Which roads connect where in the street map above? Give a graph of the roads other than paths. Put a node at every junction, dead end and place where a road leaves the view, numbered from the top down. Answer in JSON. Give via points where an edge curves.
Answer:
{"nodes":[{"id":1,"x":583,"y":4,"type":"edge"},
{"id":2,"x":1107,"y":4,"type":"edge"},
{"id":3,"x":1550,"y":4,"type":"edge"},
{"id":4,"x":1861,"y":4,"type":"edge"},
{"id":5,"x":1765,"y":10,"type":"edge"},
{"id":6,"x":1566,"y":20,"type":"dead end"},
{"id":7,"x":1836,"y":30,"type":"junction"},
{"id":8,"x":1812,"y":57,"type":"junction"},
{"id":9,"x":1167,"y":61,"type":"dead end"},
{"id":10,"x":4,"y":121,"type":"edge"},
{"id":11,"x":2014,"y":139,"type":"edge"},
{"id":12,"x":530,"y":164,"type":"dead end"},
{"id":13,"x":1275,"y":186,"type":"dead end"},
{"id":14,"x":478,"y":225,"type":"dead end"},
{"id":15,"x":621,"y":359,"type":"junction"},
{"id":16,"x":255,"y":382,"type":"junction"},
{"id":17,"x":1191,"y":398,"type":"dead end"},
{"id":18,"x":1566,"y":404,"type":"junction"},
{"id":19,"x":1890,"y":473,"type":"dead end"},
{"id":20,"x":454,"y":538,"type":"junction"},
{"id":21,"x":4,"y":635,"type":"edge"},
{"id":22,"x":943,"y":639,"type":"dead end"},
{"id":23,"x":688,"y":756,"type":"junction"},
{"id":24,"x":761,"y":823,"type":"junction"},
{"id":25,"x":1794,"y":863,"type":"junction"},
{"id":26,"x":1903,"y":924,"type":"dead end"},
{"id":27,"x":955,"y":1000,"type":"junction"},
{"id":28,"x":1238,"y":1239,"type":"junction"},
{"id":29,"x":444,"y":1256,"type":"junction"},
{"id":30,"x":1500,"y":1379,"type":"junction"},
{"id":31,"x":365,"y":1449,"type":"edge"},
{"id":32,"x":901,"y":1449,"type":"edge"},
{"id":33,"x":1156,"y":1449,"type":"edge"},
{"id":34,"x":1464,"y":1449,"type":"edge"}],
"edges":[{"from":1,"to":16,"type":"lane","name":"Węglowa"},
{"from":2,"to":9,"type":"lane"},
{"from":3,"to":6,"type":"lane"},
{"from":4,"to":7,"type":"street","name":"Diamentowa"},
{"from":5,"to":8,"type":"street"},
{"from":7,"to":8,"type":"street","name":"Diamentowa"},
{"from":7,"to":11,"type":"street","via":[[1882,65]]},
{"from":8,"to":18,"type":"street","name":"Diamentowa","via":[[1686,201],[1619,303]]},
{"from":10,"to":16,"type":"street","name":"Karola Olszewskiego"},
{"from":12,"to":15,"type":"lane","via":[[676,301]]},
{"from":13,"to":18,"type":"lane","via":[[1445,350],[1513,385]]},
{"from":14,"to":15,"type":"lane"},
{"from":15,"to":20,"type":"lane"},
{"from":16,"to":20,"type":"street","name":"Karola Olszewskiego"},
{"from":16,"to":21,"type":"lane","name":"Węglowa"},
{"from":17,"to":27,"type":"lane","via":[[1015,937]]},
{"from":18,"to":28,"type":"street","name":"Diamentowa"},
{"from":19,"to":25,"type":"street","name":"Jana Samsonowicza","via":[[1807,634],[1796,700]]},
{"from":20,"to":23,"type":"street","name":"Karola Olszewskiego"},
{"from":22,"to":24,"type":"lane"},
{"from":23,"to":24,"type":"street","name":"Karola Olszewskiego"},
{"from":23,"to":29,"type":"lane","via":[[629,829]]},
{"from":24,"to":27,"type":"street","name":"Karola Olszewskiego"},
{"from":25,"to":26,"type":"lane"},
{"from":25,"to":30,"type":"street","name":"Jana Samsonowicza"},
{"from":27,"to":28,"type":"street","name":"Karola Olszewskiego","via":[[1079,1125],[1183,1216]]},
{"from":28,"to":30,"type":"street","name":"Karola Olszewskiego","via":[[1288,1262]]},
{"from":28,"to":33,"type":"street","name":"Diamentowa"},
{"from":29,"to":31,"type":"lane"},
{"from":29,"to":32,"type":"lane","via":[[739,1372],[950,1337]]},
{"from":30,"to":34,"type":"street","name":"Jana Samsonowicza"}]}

◆ **What the task asks**:
Provide an exact transcription of every entry above.

◆ **Problem solution**:
Which roads connect where in the street map above? Give a graph of the roads other than paths. Put a node at every junction, dead end and place where a road leaves the view, numbered from the top down. Answer in JSON. Give via points where an edge curves.
Answer:
{"nodes":[{"id":1,"x":583,"y":4,"type":"edge"},
{"id":2,"x":1107,"y":4,"type":"edge"},
{"id":3,"x":1550,"y":4,"type":"edge"},
{"id":4,"x":1861,"y":4,"type":"edge"},
{"id":5,"x":1765,"y":10,"type":"edge"},
{"id":6,"x":1566,"y":20,"type":"dead end"},
{"id":7,"x":1836,"y":30,"type":"junction"},
{"id":8,"x":1812,"y":57,"type":"junction"},
{"id":9,"x":1167,"y":61,"type":"dead end"},
{"id":10,"x":4,"y":121,"type":"edge"},
{"id":11,"x":2014,"y":139,"type":"edge"},
{"id":12,"x":530,"y":164,"type":"dead end"},
{"id":13,"x":1275,"y":186,"type":"dead end"},
{"id":14,"x":478,"y":225,"type":"dead end"},
{"id":15,"x":621,"y":359,"type":"junction"},
{"id":16,"x":255,"y":382,"type":"junction"},
{"id":17,"x":1191,"y":398,"type":"dead end"},
{"id":18,"x":1566,"y":404,"type":"junction"},
{"id":19,"x":1890,"y":473,"type":"dead end"},
{"id":20,"x":454,"y":538,"type":"junction"},
{"id":21,"x":4,"y":635,"type":"edge"},
{"id":22,"x":943,"y":639,"type":"dead end"},
{"id":23,"x":688,"y":756,"type":"junction"},
{"id":24,"x":761,"y":823,"type":"junction"},
{"id":25,"x":1794,"y":863,"type":"junction"},
{"id":26,"x":1903,"y":924,"type":"dead end"},
{"id":27,"x":955,"y":1000,"type":"junction"},
{"id":28,"x":1238,"y":1239,"type":"junction"},
{"id":29,"x":444,"y":1256,"type":"junction"},
{"id":30,"x":1500,"y":1379,"type":"junction"},
{"id":31,"x":365,"y":1449,"type":"edge"},
{"id":32,"x":901,"y":1449,"type":"edge"},
{"id":33,"x":1156,"y":1449,"type":"edge"},
{"id":34,"x":1464,"y":1449,"type":"edge"}],
"edges":[{"from":1,"to":16,"type":"lane","name":"Węglowa"},
{"from":2,"to":9,"type":"lane"},
{"from":3,"to":6,"type":"lane"},
{"from":4,"to":7,"type":"street","name":"Diamentowa"},
{"from":5,"to":8,"type":"street"},
{"from":7,"to":8,"type":"street","name":"Diamentowa"},
{"from":7,"to":11,"type":"street","via":[[1882,65]]},
{"from":8,"to":18,"type":"street","name":"Diamentowa","via":[[1686,201],[1619,303]]},
{"from":10,"to":16,"type":"street","name":"Karola Olszewskiego"},
{"from":12,"to":15,"type":"lane","via":[[676,301]]},
{"from":13,"to":18,"type":"lane","via":[[1445,350],[1513,385]]},
{"from":14,"to":15,"type":"lane"},
{"from":15,"to":20,"type":"lane"},
{"from":16,"to":20,"type":"street","name":"Karola Olszewskiego"},
{"from":16,"to":21,"type":"lane","name":"Węglowa"},
{"from":17,"to":27,"type":"lane","via":[[1015,937]]},
{"from":18,"to":28,"type":"street","name":"Diamentowa"},
{"from":19,"to":25,"type":"street","name":"Jana Samsonowicza","via":[[1807,634],[1796,700]]},
{"from":20,"to":23,"type":"street","name":"Karola Olszewskiego"},
{"from":22,"to":24,"type":"lane"},
{"from":23,"to":24,"type":"street","name":"Karola Olszewskiego"},
{"from":23,"to":29,"type":"lane","via":[[629,829]]},
{"from":24,"to":27,"type":"street","name":"Karola Olszewskiego"},
{"from":25,"to":26,"type":"lane"},
{"from":25,"to":30,"type":"street","name":"Jana Samsonowicza"},
{"from":27,"to":28,"type":"street","name":"Karola Olszewskiego","via":[[1079,1125],[1183,1216]]},
{"from":28,"to":30,"type":"street","name":"Karola Olszewskiego","via":[[1288,1262]]},
{"from":28,"to":33,"type":"street","name":"Diamentowa"},
{"from":29,"to":31,"type":"lane"},
{"from":29,"to":32,"type":"lane","via":[[739,1372],[950,1337]]},
{"from":30,"to":34,"type":"street","name":"Jana Samsonowicza"}]}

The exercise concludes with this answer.